Losing Net Neutrality: The Worst Case Scenario

12:13AM October 29, 2009 | John Herrman

It’s alarmist, over-the-top anti-net-neutrality propaganda, sure, but this chart goes a long way to explaining why the IT dude at the office wears that “All Packet are Created Equal” shirt to work every other day. Short answer: because tiered ISPs are scary.

When you replace content provider fees with new network backbone company charges, and pay TV packages with traffic or website packages, this doesn’t seem so crazy, does it? [Reddit via Crunchgear]


Comments

  • Brett Glass

    October 29, 2009 at 8:28 AM

    Actually, it’s Google — which is pushing “net neutrality” regulation — that is scary.

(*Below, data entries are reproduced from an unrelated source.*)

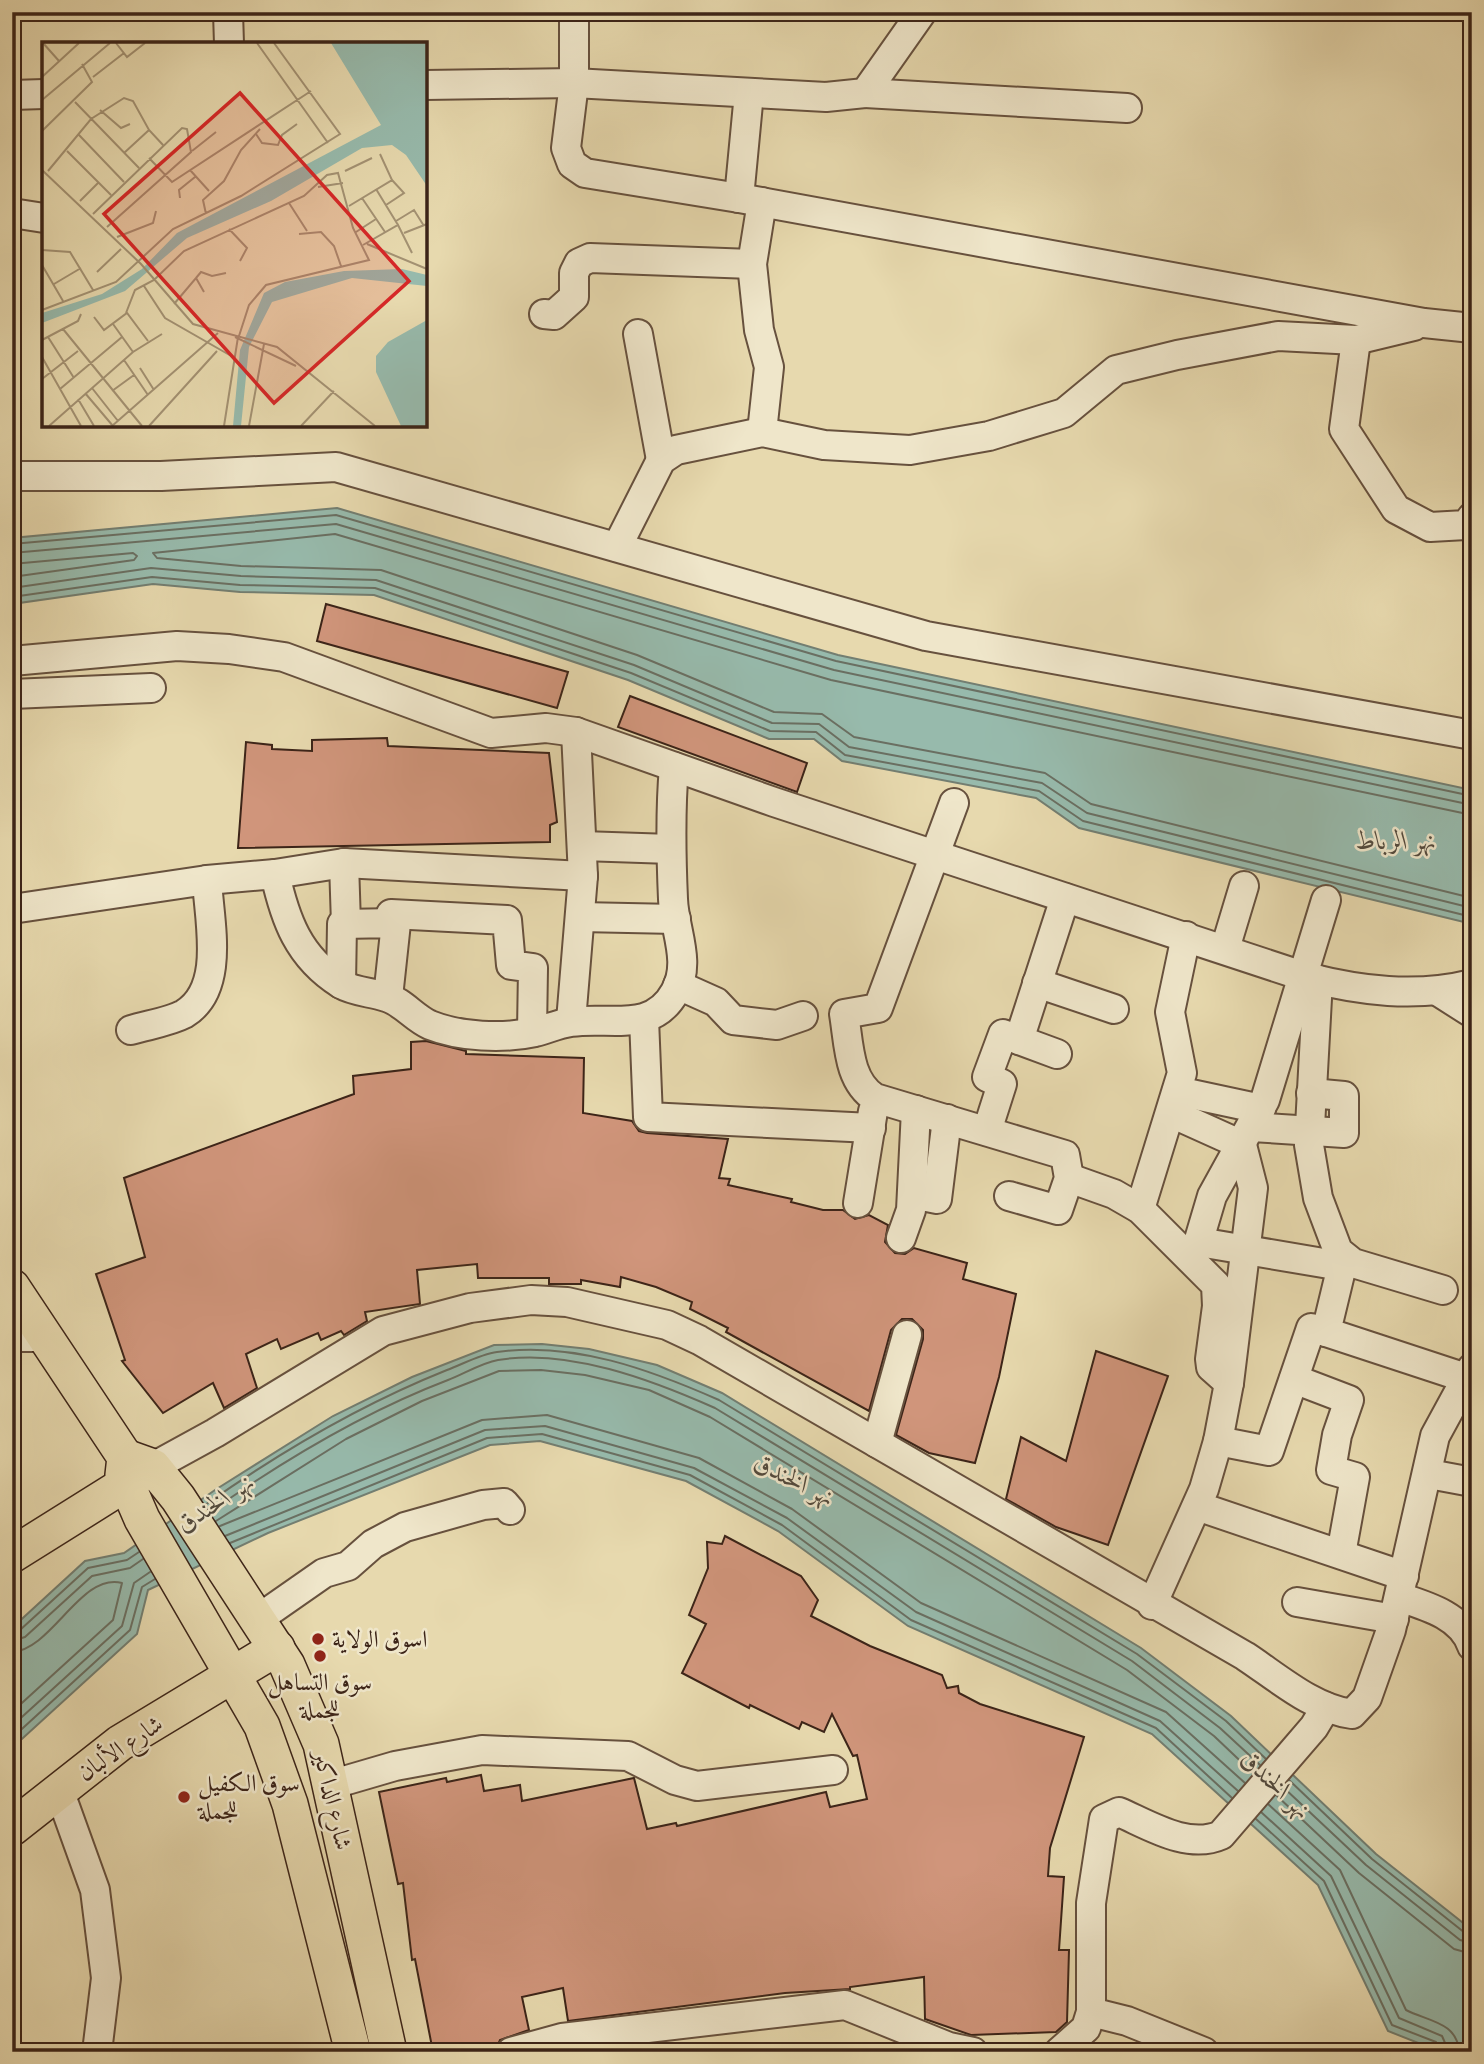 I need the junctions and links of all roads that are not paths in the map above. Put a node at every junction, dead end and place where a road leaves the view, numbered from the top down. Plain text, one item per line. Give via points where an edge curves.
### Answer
1 (228, 12) edge
2 (574, 12) edge
3 (922, 12) edge
4 (229, 42) edge
5 (574, 83) junction
6 (427, 85) edge
7 (749, 93) junction
8 (865, 93) junction
9 (42, 94) edge
10 (12, 95) edge
11 (1127, 108) dead end
12 (751, 200) junction
13 (12, 213) edge
14 (42, 218) edge
15 (752, 264) junction
16 (544, 314) dead end
17 (1424, 324) junction
18 (1472, 328) edge
19 (638, 334) dead end
20 (1356, 340) junction
21 (762, 432) junction
22 (661, 460) junction
23 (12, 477) edge
24 (1472, 517) edge
25 (617, 547) junction
26 (12, 661) edge
27 (151, 688) dead end
28 (12, 694) edge
29 (576, 732) junction
30 (1472, 735) edge
31 (674, 766) junction
32 (954, 803) dead end
33 (582, 846) junction
34 (671, 849) junction
35 (936, 855) junction
36 (344, 863) junction
37 (391, 865) junction
38 (275, 874) junction
39 (583, 876) junction
40 (207, 880) junction
41 (1244, 886) dead end
42 (1065, 898) junction
43 (1326, 900) dead end
44 (14, 903) edge
45 (580, 917) junction
46 (391, 918) junction
47 (676, 919) junction
48 (346, 924) junction
49 (1185, 936) junction
50 (1225, 949) junction
51 (1310, 978) junction
52 (1037, 983) junction
53 (341, 984) junction
54 (1472, 984) edge
55 (678, 985) junction
56 (1439, 992) junction
57 (388, 997) junction
58 (1114, 1009) dead end
59 (1472, 1013) edge
60 (803, 1016) dead end
61 (644, 1019) junction
62 (571, 1021) junction
63 (131, 1030) dead end
64 (533, 1032) junction
65 (1019, 1040) junction
66 (1057, 1054) dead end
67 (875, 1098) junction
68 (1174, 1102) junction
69 (916, 1110) junction
70 (947, 1119) junction
71 (1252, 1127) junction
72 (871, 1128) junction
73 (987, 1131) junction
74 (1309, 1132) junction
75 (1069, 1178) junction
76 (912, 1194) junction
77 (1009, 1196) dead end
78 (858, 1203) dead end
79 (1140, 1209) junction
80 (901, 1238) dead end
81 (1243, 1249) junction
82 (1196, 1251) junction
83 (1340, 1258) junction
84 (12, 1287) edge
85 (1443, 1290) dead end
86 (1326, 1332) junction
87 (907, 1335) dead end
88 (12, 1337) edge
89 (46, 1337) junction
90 (1470, 1376) edge
91 (1294, 1378) junction
92 (1229, 1383) junction
93 (1219, 1441) junction
94 (877, 1443) junction
95 (134, 1469) junction
96 (1429, 1474) junction
97 (1472, 1482) edge
98 (1197, 1506) junction
99 (510, 1510) dead end
100 (1341, 1554) junction
101 (12, 1555) edge
102 (1399, 1597) junction
103 (1297, 1602) dead end
104 (1152, 1605) junction
105 (1472, 1612) edge
106 (258, 1619) junction
107 (1472, 1646) edge
108 (277, 1648) junction
109 (233, 1676) junction
110 (1320, 1717) junction
111 (833, 1770) dead end
112 (330, 1785) junction
113 (60, 1790) junction
114 (12, 1828) edge
115 (1091, 2012) junction
116 (97, 2052) edge
117 (353, 2052) edge
118 (388, 2052) edge
119 (511, 2052) edge
120 (972, 2052) edge
121 (1059, 2052) edge
122 (1204, 2052) edge

1 - 4 street
2 - 5 street
3 - 8 street
5 - 6 street
5 - 7 street
5 - 12 street via 566,148 572,164 585,173
7 - 8 street via 826,97
7 - 12 street
8 - 11 street
9 - 10 street
12 - 15 street
12 - 17 street
13 - 14 street
15 - 16 street via 590,258 579,263 574,273 574,297 554,315
15 - 21 street via 759,330 769,367
17 - 18 street
17 - 20 street
19 - 22 street
20 - 21 street via 1279,336 1116,370 1065,413 989,436 910,450 824,445
20 - 24 street via 1343,429 1396,509 1430,527 1466,525
21 - 22 street via 676,450
22 - 25 street
23 - 25 street via 161,476 336,467
25 - 30 street via 926,636
26 - 29 street via 177,646 229,649 284,657 491,733 546,728
27 - 28 street
29 - 31 street
29 - 33 street
31 - 34 street
31 - 35 street
32 - 35 street
33 - 34 street
33 - 39 street
34 - 47 street
35 - 42 street
35 - 67 street via 878,1008 844,1014 855,1078
36 - 37 street
36 - 38 street
36 - 48 street
37 - 39 street
37 - 46 street
38 - 40 street
38 - 53 street via 285,919 296,938
39 - 45 street
40 - 44 street
40 - 63 street via 210,974 203,996 183,1014
41 - 50 street
42 - 49 street
42 - 52 street
43 - 51 street
45 - 47 street
45 - 62 street
46 - 48 street
46 - 57 street via 396,923
46 - 64 street via 507,920 512,965 533,968
47 - 55 street via 683,959
48 - 53 street via 342,924
49 - 50 street
49 - 68 street via 1170,1012 1182,1063
50 - 51 street
51 - 56 street via 1357,989
51 - 71 street
51 - 74 street
52 - 58 street
52 - 65 street
53 - 57 street
54 - 56 street
55 - 60 street via 716,1002 733,1020 777,1025
55 - 61 street via 665,1005
56 - 59 street
57 - 64 street via 416,1018 450,1031 502,1036
61 - 62 street via 637,1023
61 - 72 street via 648,1117
62 - 64 street
65 - 66 street
65 - 73 street via 1003,1034 987,1077 1002,1084
67 - 69 street
67 - 72 street
68 - 71 street
68 - 71 street
68 - 79 street
69 - 70 street
69 - 76 street
70 - 73 street
70 - 76 street via 937,1199
71 - 74 street
71 - 81 street via 1253,1188
71 - 82 street via 1212,1196
72 - 78 street
73 - 75 street via 1065,1154
74 - 83 street via 1318,1198
75 - 77 street via 1058,1210
75 - 79 street via 1126,1199
76 - 80 street
79 - 82 street
81 - 82 street
81 - 83 street
81 - 92 street
82 - 92 street via 1216,1285 1211,1367
83 - 85 street
83 - 86 street
84 - 89 main road
86 - 90 street
86 - 91 street via 1311,1328
87 - 94 street
88 - 89 street
89 - 95 main road
90 - 96 street via 1435,1436
91 - 93 street via 1269,1451
91 - 100 street via 1349,1400 1331,1470 1355,1477
92 - 93 street
93 - 98 street
94 - 95 street via 667,1325 596,1307 531,1300 470,1308 383,1331 215,1433
94 - 104 street
95 - 101 main road
95 - 106 main road, شارع الداكير via 178,1498
95 - 109 main road, شارع الداكير via 142,1519
96 - 97 street
96 - 102 street
98 - 100 street
98 - 104 street
99 - 106 street via 504,1503 482,1505 405,1527 373,1544 348,1566 324,1573
100 - 102 street
102 - 103 street
102 - 105 street
102 - 107 street via 1451,1619 1468,1633
102 - 110 street via 1367,1698 1352,1714
104 - 110 street via 1245,1656
106 - 108 main road, شارع الداكير
108 - 109 main road, شارع الألبان
108 - 112 main road, شارع الداكير via 321,1744
109 - 113 main road, شارع الألبان via 120,1743
109 - 117 main road, شارع الداكير via 262,1726 290,1804
110 - 115 street via 1221,1835 1201,1839 1170,1835 1119,1812 1104,1818 1091,1903
111 - 112 street via 697,1786 628,1756 482,1750 395,1766
112 - 118 main road, شارع الداكير
113 - 114 main road, شارع الألبان
113 - 116 street via 95,1890 107,1978
115 - 121 street via 1086,2028
115 - 122 street via 1127,2021
119 - 120 street via 562,2038 845,2004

    I, as an ISP, certainly don’t want to do anything like what is depicted above. I don’t buy access to those sites one at a time (though ESPN360 is trying to force me to), and don’t want to sell it that way either. However, I do have to manage my network and prevent bandwidth hogs from harming the quality of others’ service. I also need to be able to prioritize services that need faster packet delivery — VoIP, for example. “Network neutrality” regulations would keep me from doing this. They’d also prevent ISPs in high cost areas (such as the one where I am located) from rationing expensive bandwidth so as to keep prices reasonable, thus raising prices and making many small ISPs financially unsustainable.

  • Cam

    October 29, 2009 at 9:25 AM

    It is infinitely more preferable to have a cap on transfers per month than to have traffic shaped by service arbitrarily. I don’t understand why Internet access in the US has to be “unlimited” and then the ISP can’t actually cope with large amounts of traffic. Limit it! Give people 100 or 200GB a month. Have different priced plans with different limits! Don’t shape individual types of traffic without telling end users! This goes for wireless or fixed services alike.

  • Wok

    October 29, 2009 at 9:27 AM

    Net neutrality is a good thing. ISP’s large and small may have to adapt a little sure. I don’t care, that’s far less important than allowing someone to use their connection for whatever they want.

  • Rhys Kingston

    October 29, 2009 at 9:42 AM

    They laugh, but I would love my internet to be limited to 256kbps after using my download quota. Also, $5 for a 2GB recharge seems a good idea :(

  • matt

    October 29, 2009 at 11:53 AM

    you don’t pay more for electricity to power your TV than you do for the electricity to power your computer! net and web are two separate things!
    net is a utility! I agree that we should pay by the GB, but not based on what we are using the net for!

  • Craig

    October 29, 2009 at 12:57 PM

    Isn’t the “worst case scenario” above slightly optimistic? Where are Telstra’s $150 per extra GB or 64k “shaped” speeds?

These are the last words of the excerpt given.